Developments in technology mean we are more connected and easily contacted than ever before, and it doesn’t look like slowing down anytime soon.

So it’s interesting that, as part of wider employment law reforms, France looks likely to introduce what has been coined the “right to disconnect”. It is understood that Companies of more than 50 people would need to negotiate a “charter of good conduct” with union representatives. This would detail the hours, usually in the evening and over the weekend, when employees are not expected to be connected to their “digital tools” such as smartphones and laptops. In companies of fewer than 50 people, employers would have to release a document detailing the rules. This is in return for changes to the current 35 hour week, which has been met with protests from objectors – no such thing as a free lunch.

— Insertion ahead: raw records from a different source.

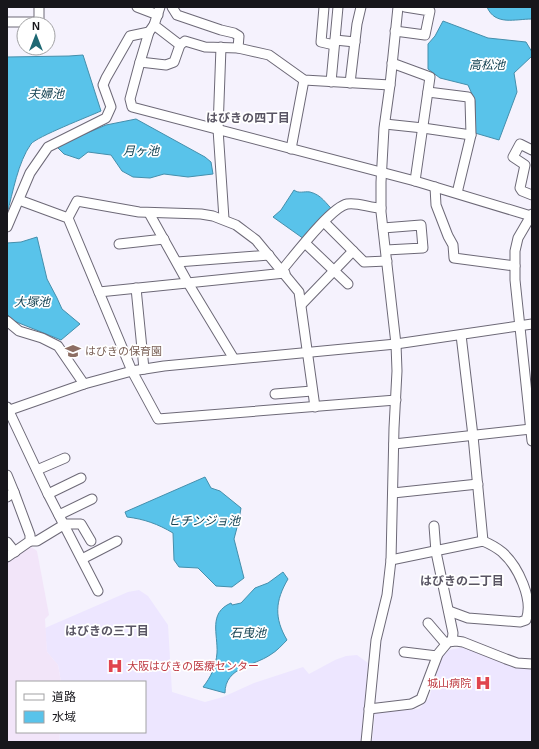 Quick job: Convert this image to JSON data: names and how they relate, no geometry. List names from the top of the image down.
{
  "districts": ["はびきの四丁目", "はびきの二丁目", "はびきの三丁目"],
  "water": [
    "高松池",
    "夫婦池",
    "月ヶ池",
    "大塚池",
    "ヒチンジョ池",
    "石曳池"
  ],
  "places": {
    "school or university": ["はびきの保育園"],
    "hospital": ["大阪はびきの医療センター", "城山病院"]
  },
  "legend": ["道路", "水域"],
  "north": "top"
}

It is unlikely that this will be introduced in the UK. However, there is already some protection regarding working hours, rest breaks and holidays contained in the Working Time Regulations 1998 (WTR).

The underlying rationale for the WTR is the protection of health and safety, which is perhaps the main reason why working extended hours can cause problems for both employees and employers. In short, the WTR sets out minimum requirements in respect of rest breaks at work:

  • 20-minute break every six hours
  • 11 hours daily rest
  • 24-hour weekly rest
  • Maximum 48 hour week

Each of these could be affected by employees continuing to work from home after their normal working day has come to an end. One of the difficulties is monitoring the work carried out away from the office. If an employer knows that their employee is working extended hours away from the office, it is arguable that further investigations should be carried out to see if any steps should be taken to alleviate this, given that they may not be getting the breaks they are entitled to.

Another issue that arises is working whilst on holiday. The WTR entitles an employee to take at least 28 days annual leave in any leave year (subject to pro-rating for part-time employees). Case law from Europe is clear that the purpose of this time is for rest and relaxation from work. If an employee is working whilst on holiday, they will not be getting that rest.

There is also the general duty owed to employees, as required by Health & Safety legislation, to protect the health, safety and wellbeing of their employees. Working extended hours is more likely to increase the risk of stress and absence from work.

There may be all manner of reasons why employees work beyond their normal working day and from home. Care should be taken if this happens to ensure that the welfare of your employees is taken care of.